Have to say it's a bigger prob in the summer/mild weather.. I can't put him to bed in anything he is too hot in as his thermostat is fault enough as it is!. I have 'summer all in one' type garments but they include shorts... and he can now access his nappy when wearing these with the greatest of ease..!

OP posts:
pooka · 25/09/2006 21:31

Yes the weather is a prob at the moment, isn't it. My ds likes to be all wrapped up and cosy but ends up sweating like crazy. Maybe colder weather and multiple layers like onlyjoking suggested would help him break the habit??? Think we should all send good vibes for a cold snap

ShinyHappyPeopleHoldingHands · 25/09/2006 21:59

Fio, meant your DD's school, obv. And pooka yes, multiple layers that include cycle shorts - or swim shorts like DS1 wear would do I think - may definitely be worth a try as it gets colder, thanks onlyjoking

OP posts:
sphil · 25/09/2006 22:45

We are having this problem with DS2 atm too - not on same scale or as regularly but I still find it v depressing. We have to use the layers trick in summer - short sleepsuit/vest + pjs over the top - and all in ones in winter. My difficulty is finding vests that button under the crotch for a 4 year old. Anyone know where I can buy them?

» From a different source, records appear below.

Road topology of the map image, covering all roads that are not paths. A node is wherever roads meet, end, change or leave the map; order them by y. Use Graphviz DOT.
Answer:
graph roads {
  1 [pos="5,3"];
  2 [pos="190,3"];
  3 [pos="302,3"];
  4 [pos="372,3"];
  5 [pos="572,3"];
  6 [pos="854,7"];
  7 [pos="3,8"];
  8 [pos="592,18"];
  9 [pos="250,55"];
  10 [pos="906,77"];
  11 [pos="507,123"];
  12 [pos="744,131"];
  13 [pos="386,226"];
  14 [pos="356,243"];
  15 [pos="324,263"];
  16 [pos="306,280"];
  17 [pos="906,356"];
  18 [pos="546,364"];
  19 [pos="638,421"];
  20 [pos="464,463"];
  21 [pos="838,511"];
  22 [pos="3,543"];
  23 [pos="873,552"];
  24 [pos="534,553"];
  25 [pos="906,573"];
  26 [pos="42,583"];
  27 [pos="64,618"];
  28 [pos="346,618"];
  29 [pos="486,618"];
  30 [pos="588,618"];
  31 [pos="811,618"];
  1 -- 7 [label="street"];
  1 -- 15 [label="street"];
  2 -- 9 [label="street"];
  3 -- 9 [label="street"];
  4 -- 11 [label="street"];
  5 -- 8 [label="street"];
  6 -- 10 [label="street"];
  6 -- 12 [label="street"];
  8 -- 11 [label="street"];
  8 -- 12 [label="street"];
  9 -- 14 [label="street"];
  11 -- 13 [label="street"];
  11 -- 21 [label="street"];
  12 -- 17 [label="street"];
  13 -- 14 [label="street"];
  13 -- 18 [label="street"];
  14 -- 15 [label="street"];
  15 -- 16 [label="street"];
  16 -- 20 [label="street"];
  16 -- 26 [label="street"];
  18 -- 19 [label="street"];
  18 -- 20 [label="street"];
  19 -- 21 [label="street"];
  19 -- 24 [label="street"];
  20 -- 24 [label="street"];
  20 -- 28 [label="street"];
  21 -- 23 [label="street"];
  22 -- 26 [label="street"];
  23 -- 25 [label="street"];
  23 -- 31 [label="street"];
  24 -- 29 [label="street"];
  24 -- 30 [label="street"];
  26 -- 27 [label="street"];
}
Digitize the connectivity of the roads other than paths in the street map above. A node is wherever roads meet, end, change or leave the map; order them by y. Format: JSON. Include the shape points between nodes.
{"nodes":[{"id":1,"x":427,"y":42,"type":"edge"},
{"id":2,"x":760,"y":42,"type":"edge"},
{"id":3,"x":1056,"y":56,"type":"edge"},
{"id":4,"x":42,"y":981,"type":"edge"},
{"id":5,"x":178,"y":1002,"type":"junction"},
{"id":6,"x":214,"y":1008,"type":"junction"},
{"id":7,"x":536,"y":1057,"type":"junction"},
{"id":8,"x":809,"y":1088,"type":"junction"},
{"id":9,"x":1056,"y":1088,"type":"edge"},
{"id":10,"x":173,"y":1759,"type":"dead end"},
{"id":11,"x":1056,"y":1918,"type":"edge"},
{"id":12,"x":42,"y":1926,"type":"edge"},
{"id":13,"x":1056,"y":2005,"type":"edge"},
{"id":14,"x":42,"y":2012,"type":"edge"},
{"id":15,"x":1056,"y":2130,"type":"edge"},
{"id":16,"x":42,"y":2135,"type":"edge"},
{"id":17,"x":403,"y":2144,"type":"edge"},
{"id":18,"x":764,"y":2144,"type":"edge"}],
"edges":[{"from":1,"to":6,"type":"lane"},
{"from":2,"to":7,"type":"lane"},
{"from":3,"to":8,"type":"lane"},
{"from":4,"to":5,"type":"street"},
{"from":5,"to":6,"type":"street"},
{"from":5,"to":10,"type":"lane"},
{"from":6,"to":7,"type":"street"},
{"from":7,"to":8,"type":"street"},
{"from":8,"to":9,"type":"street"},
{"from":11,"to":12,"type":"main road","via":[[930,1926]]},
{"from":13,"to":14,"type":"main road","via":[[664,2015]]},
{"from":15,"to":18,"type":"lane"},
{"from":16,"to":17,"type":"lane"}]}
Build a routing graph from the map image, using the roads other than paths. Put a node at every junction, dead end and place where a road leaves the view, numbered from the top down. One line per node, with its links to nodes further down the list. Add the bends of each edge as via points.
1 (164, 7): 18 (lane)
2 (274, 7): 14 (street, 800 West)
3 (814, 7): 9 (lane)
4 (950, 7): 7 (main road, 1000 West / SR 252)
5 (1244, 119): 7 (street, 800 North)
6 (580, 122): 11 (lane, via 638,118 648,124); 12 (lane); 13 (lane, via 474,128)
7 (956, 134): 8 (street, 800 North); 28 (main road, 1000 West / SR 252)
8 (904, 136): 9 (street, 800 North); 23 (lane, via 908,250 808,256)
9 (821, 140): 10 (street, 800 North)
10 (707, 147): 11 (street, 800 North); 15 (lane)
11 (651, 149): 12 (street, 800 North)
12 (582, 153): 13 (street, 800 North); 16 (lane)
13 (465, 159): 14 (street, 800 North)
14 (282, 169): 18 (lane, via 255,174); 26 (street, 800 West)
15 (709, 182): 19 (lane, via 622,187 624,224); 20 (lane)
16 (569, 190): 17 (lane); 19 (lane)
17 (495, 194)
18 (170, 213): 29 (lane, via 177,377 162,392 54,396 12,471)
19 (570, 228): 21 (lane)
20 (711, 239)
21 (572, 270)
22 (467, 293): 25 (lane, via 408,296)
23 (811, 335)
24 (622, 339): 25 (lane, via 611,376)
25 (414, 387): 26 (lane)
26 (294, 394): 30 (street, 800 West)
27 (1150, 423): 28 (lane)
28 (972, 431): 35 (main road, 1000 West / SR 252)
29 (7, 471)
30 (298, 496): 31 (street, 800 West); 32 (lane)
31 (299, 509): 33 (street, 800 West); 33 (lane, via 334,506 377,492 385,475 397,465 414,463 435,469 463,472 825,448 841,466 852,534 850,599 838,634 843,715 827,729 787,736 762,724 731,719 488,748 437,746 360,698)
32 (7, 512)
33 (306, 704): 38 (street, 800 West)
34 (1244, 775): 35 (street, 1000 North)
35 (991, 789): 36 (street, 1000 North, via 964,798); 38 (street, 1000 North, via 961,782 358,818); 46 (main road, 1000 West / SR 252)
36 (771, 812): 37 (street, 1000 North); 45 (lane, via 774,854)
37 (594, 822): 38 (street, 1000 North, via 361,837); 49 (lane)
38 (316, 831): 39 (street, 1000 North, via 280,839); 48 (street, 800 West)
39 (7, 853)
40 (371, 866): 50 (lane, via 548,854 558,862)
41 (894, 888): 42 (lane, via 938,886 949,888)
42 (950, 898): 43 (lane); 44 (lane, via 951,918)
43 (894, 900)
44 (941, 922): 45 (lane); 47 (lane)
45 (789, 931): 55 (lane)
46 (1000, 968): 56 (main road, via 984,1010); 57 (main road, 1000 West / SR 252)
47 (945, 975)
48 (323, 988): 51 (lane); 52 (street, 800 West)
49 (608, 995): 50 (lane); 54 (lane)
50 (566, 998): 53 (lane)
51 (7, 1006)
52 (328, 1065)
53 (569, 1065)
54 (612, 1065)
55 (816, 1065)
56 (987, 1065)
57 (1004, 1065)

moondog · 25/09/2006 22:47

Have you tried an all in one swimming costume???

chonky · 25/09/2006 22:53

sphil - fledgelings stock the vests you're after:

fledglings

SJ - so sorry you're going through this, I don't have any wise advice to add, although can empathise on a minor scale as every time my dd's nappy comes off her hands are in there, poo and all. Hugs, chonky x

ShinyHappyPeopleHoldingHands · 26/09/2006 08:33

Moondog, have not tried swimming costumes as they have no legs.. and even with cotton shorts (summer all-in-ones) he gets his hands up and in.

OP posts:
FioFio · 26/09/2006 08:39

This reply has been deleted

Message withdrawn

ShinyHappyPeopleHoldingHands · 26/09/2006 08:47

Fio, you are very odd and paranoid.. .. but I love you! If ever I appear to be 'not speaking' (to you or anyone else!) it will be because I am scatty, stressed, disorganised etc etc.. I don't do 'not speaking'.. in fact, when I have Issues of any kind I say too much!! (And what Issues could I possibly have with you, you daft bat???)

Yes those cossies might work.. with a tshirt over the top as well - to slow him down on the zip a bit.. worth a try.. just not cheap as sleep wear. Little sod. Sometimes he's so awful, be it with a poo or other scenario, that I can't bear to look at him for a few hours.. then he'll do or say something v.cute and he melts my heart again. I suppose this is by biological design, so we don't neglect our kids, however bloody obnoxious they are!

Sometimes wonder if I would have made a good childless career woman!